Aim of the exercise: A line qualifies if it holds the string "Пірагова". Copy every qualifying line from the records.

---*---

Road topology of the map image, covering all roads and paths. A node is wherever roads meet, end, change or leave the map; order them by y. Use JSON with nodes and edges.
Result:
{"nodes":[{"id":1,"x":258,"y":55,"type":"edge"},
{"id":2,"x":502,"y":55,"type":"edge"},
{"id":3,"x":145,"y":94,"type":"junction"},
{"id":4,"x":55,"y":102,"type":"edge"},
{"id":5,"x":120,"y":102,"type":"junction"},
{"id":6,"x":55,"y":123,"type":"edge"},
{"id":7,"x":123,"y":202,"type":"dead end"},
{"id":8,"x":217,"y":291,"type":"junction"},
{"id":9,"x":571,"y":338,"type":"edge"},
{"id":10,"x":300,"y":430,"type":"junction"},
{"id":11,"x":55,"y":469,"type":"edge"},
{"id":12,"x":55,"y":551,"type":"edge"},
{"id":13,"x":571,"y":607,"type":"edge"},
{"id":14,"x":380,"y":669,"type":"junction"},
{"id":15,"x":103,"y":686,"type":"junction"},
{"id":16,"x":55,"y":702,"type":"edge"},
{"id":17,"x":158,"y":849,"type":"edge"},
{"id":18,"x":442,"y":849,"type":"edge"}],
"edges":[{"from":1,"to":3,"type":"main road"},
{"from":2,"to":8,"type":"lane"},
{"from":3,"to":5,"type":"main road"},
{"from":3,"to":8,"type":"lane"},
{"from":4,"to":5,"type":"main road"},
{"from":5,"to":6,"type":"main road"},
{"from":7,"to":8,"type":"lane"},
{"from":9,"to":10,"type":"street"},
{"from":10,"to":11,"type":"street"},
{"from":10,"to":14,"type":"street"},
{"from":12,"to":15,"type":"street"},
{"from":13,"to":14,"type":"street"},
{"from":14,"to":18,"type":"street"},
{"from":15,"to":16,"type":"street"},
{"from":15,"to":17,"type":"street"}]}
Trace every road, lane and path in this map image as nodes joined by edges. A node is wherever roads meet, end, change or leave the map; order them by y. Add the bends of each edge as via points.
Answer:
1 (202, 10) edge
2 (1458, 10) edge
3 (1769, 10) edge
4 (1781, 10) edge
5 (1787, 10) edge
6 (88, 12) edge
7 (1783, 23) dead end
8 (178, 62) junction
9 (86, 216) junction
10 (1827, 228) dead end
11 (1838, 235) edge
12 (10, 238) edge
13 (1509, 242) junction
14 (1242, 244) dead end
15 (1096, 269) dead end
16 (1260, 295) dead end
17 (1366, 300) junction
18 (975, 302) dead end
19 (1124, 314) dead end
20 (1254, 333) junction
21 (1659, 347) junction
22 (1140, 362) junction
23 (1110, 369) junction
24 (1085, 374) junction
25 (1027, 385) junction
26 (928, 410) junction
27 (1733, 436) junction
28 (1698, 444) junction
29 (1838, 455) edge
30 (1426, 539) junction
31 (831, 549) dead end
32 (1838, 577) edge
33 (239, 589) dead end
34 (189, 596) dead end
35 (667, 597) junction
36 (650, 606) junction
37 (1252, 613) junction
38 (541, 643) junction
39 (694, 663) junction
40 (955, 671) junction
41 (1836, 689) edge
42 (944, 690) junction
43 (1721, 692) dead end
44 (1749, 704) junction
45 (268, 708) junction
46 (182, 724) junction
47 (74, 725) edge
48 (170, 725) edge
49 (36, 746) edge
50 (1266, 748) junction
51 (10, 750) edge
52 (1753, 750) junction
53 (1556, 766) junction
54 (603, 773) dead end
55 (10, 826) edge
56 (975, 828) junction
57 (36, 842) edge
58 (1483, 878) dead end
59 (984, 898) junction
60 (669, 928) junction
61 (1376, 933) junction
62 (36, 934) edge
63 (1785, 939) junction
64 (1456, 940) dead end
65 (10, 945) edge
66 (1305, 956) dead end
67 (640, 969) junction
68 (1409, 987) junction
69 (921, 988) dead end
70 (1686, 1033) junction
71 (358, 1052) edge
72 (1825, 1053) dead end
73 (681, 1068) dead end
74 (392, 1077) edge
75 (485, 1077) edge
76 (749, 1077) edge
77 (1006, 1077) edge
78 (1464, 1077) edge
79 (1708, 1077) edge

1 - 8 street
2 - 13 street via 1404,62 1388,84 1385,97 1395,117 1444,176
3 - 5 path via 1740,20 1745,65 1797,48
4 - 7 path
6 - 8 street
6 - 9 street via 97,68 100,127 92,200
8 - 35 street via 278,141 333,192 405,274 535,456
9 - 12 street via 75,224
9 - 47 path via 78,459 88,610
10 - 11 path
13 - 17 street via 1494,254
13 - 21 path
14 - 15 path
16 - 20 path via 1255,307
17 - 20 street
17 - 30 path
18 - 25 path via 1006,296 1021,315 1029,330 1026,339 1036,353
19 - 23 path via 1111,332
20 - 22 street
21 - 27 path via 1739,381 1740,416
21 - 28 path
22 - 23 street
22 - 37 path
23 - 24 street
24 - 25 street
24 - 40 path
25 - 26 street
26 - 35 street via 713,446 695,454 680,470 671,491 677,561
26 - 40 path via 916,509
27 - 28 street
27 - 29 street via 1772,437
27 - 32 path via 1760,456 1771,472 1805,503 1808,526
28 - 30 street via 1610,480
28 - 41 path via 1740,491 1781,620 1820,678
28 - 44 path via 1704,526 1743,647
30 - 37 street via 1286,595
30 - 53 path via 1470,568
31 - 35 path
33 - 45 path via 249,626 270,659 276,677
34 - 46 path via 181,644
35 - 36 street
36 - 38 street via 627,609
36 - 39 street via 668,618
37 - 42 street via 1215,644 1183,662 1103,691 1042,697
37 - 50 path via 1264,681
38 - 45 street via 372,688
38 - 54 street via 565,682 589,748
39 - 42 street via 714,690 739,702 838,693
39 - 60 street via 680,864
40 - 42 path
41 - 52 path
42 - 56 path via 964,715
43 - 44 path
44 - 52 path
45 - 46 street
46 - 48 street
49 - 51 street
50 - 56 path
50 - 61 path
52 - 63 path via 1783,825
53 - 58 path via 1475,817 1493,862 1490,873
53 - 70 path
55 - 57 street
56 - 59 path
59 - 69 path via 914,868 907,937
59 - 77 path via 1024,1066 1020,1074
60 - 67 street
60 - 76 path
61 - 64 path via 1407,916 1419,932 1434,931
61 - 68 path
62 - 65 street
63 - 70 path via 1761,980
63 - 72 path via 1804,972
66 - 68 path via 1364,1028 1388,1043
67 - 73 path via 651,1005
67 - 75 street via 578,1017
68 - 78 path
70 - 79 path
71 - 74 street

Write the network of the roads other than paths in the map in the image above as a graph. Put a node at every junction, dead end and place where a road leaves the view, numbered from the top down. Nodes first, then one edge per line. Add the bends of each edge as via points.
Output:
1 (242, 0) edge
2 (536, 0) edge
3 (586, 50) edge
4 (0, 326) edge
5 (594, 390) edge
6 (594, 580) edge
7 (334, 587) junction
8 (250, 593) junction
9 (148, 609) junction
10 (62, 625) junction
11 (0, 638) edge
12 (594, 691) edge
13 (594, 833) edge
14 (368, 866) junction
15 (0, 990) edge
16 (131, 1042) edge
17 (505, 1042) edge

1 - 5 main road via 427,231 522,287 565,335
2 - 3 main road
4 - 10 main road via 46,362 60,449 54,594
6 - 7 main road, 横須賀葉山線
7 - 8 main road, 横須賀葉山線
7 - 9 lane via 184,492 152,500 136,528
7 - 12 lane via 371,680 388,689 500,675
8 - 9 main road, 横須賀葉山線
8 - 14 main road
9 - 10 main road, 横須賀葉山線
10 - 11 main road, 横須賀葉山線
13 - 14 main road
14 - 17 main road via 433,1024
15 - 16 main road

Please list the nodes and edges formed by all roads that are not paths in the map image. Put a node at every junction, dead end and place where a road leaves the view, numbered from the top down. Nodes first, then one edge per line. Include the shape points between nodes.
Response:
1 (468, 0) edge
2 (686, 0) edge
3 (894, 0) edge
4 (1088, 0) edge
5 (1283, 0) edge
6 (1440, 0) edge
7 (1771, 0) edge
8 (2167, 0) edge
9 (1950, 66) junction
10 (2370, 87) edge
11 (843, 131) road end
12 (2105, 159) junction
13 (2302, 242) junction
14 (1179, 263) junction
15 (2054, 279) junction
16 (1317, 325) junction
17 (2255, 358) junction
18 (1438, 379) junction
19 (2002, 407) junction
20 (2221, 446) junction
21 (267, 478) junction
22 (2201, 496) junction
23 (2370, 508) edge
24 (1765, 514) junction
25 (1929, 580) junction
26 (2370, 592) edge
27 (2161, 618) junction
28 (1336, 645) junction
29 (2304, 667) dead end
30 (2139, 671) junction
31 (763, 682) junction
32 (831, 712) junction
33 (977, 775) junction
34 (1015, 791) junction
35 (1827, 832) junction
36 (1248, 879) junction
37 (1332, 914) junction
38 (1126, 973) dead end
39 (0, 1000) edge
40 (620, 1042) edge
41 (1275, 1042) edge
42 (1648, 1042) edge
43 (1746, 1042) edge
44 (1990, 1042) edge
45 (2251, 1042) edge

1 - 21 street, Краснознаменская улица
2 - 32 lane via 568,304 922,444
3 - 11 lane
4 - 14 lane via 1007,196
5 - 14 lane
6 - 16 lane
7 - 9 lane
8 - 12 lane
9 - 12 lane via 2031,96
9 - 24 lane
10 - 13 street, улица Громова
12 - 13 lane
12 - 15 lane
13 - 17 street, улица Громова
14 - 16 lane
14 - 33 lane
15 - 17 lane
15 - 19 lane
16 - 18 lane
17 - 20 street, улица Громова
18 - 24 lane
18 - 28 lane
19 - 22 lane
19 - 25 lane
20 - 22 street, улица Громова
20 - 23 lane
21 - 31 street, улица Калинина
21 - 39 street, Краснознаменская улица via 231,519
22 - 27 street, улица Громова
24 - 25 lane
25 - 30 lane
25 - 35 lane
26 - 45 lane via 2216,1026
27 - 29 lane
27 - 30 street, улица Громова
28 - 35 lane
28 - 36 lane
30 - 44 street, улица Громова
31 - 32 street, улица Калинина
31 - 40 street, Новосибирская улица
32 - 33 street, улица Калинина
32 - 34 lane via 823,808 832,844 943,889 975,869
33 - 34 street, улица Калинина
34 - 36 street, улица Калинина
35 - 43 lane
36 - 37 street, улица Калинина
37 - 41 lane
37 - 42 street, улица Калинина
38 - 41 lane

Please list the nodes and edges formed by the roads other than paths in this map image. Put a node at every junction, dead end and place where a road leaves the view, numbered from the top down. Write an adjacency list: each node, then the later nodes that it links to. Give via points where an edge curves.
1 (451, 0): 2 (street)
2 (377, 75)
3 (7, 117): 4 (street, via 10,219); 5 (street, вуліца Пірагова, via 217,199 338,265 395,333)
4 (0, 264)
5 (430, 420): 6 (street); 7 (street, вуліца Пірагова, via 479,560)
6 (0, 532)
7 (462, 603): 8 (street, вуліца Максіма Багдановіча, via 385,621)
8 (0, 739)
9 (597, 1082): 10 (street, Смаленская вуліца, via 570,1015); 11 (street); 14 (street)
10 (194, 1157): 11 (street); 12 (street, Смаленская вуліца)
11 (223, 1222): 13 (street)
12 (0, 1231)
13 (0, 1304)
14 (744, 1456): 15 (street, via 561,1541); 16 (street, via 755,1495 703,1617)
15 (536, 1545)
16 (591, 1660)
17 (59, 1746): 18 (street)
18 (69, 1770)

---*---

Result of the exercise:
3 (7, 117): 4 (street, via 10,219); 5 (street, вуліца Пірагова, via 217,199 338,265 395,333)
5 (430, 420): 6 (street); 7 (street, вуліца Пірагова, via 479,560)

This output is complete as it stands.